▸ EXERCISE
Which lines in the records below contain the word "Autric"? Copy each one.

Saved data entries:
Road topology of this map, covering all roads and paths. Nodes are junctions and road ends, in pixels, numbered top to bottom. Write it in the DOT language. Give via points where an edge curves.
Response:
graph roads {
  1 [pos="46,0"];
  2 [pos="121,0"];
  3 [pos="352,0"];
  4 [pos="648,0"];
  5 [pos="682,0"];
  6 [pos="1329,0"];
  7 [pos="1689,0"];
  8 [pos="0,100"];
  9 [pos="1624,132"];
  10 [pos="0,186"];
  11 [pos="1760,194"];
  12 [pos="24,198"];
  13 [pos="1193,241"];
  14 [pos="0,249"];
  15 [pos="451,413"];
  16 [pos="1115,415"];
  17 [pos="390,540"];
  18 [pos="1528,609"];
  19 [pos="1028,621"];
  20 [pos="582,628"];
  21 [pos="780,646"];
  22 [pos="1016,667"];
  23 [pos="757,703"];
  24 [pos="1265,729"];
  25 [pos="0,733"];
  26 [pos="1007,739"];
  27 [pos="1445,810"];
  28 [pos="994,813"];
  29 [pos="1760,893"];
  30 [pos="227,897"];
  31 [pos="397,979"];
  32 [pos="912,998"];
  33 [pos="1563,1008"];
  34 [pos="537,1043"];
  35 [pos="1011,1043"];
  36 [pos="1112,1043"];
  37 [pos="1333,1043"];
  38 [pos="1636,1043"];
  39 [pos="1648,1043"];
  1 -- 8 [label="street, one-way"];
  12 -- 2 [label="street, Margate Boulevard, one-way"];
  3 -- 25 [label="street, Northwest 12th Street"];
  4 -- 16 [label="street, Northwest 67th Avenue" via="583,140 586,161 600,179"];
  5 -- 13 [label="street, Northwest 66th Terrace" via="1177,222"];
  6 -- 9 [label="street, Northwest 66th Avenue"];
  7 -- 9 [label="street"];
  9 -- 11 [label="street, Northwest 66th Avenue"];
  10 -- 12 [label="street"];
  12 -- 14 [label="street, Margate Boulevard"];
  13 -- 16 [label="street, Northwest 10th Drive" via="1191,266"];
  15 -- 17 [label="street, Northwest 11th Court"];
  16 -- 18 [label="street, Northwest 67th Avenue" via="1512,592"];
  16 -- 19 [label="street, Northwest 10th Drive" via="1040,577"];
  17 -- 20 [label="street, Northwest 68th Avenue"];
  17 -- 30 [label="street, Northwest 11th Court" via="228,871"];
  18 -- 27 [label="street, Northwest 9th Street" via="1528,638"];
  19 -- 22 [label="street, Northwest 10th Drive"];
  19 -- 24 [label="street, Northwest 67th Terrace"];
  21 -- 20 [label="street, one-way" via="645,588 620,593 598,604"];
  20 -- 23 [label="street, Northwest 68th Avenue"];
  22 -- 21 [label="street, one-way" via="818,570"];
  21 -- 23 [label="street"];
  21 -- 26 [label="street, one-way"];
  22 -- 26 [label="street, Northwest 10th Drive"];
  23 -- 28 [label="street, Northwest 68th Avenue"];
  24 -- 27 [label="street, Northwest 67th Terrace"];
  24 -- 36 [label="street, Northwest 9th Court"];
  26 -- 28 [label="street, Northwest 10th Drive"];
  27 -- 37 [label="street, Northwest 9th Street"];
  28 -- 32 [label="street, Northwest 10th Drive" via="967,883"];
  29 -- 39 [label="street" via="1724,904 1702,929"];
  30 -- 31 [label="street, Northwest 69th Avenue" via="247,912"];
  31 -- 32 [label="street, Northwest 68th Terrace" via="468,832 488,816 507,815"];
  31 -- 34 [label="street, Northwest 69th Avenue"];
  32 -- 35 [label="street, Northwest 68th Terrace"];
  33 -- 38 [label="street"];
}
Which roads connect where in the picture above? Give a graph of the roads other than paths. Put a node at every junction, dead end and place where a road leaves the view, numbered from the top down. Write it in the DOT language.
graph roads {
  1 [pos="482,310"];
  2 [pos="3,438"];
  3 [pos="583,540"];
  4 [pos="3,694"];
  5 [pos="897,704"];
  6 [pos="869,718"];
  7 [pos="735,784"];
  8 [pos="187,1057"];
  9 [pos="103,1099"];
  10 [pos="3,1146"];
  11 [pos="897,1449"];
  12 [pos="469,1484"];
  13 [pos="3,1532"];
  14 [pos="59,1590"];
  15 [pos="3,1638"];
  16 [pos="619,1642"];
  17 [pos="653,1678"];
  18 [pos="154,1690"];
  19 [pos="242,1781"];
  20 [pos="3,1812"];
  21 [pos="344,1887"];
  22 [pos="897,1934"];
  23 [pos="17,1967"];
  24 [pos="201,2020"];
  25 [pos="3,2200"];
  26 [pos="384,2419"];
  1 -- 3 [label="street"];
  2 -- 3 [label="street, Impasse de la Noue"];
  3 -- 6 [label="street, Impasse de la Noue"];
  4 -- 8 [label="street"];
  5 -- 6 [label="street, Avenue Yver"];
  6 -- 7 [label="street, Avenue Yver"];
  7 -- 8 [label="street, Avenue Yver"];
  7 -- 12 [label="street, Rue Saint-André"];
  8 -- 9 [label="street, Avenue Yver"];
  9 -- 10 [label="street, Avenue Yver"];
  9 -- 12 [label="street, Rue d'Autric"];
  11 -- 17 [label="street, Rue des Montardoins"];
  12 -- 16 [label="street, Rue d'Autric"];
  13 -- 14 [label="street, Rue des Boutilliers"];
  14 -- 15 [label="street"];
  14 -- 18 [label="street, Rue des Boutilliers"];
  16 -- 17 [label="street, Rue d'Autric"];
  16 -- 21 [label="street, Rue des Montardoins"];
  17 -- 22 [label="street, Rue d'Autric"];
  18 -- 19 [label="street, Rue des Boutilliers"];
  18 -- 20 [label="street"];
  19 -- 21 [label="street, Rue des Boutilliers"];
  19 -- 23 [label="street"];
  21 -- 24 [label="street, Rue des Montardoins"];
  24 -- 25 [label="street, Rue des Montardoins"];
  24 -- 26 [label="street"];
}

▸ WORKED SOLUTION
  9 -- 12 [label="street, Rue d'Autric"];
  12 -- 16 [label="street, Rue d'Autric"];
  16 -- 17 [label="street, Rue d'Autric"];
  17 -- 22 [label="street, Rue d'Autric"];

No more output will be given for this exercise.